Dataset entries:
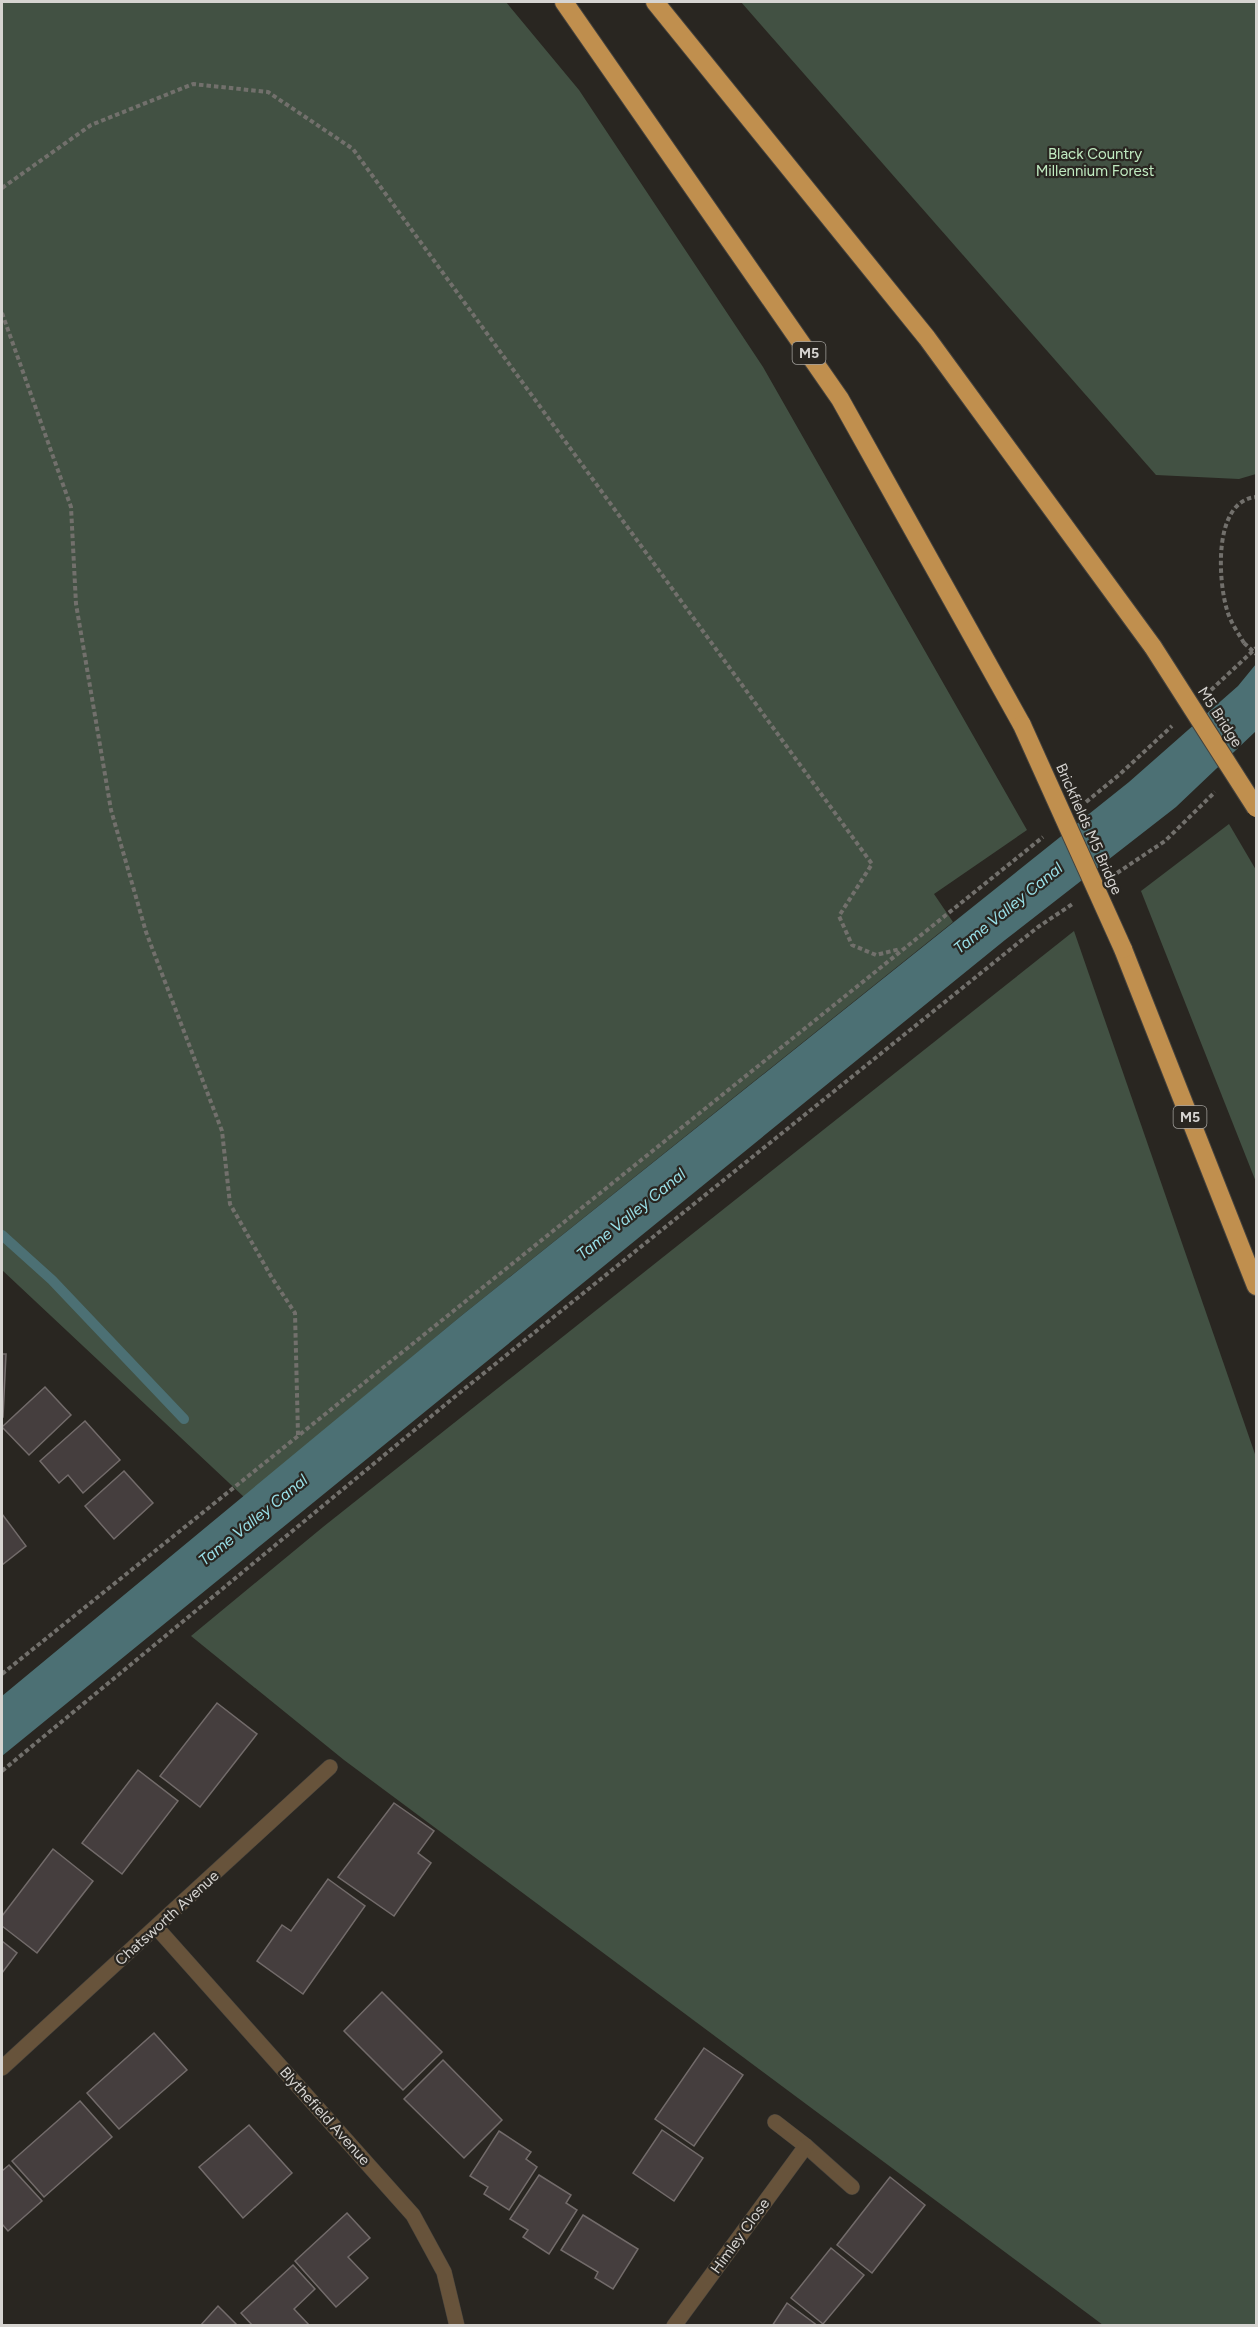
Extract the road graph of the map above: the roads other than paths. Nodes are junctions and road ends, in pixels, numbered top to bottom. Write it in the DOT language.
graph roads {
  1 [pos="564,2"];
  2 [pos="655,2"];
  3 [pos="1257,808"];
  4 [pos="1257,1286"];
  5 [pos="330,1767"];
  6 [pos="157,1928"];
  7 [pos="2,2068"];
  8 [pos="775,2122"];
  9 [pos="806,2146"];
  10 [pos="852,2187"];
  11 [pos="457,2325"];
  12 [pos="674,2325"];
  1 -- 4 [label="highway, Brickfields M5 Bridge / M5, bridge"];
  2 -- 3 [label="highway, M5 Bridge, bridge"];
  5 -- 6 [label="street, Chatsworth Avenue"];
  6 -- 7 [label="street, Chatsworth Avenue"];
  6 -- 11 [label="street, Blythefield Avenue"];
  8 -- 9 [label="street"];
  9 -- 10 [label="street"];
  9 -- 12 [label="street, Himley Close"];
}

(WHAT IS NEEDED)
Copy all the records above exactly, but leave out the pictures.

(RESPONSE TO THIS EXERCISE)
Extract the road graph of the map above: the roads other than paths. Nodes are junctions and road ends, in pixels, numbered top to bottom. Write it in the DOT language.
graph roads {
  1 [pos="564,2"];
  2 [pos="655,2"];
  3 [pos="1257,808"];
  4 [pos="1257,1286"];
  5 [pos="330,1767"];
  6 [pos="157,1928"];
  7 [pos="2,2068"];
  8 [pos="775,2122"];
  9 [pos="806,2146"];
  10 [pos="852,2187"];
  11 [pos="457,2325"];
  12 [pos="674,2325"];
  1 -- 4 [label="highway, Brickfields M5 Bridge / M5, bridge"];
  2 -- 3 [label="highway, M5 Bridge, bridge"];
  5 -- 6 [label="street, Chatsworth Avenue"];
  6 -- 7 [label="street, Chatsworth Avenue"];
  6 -- 11 [label="street, Blythefield Avenue"];
  8 -- 9 [label="street"];
  9 -- 10 [label="street"];
  9 -- 12 [label="street, Himley Close"];
}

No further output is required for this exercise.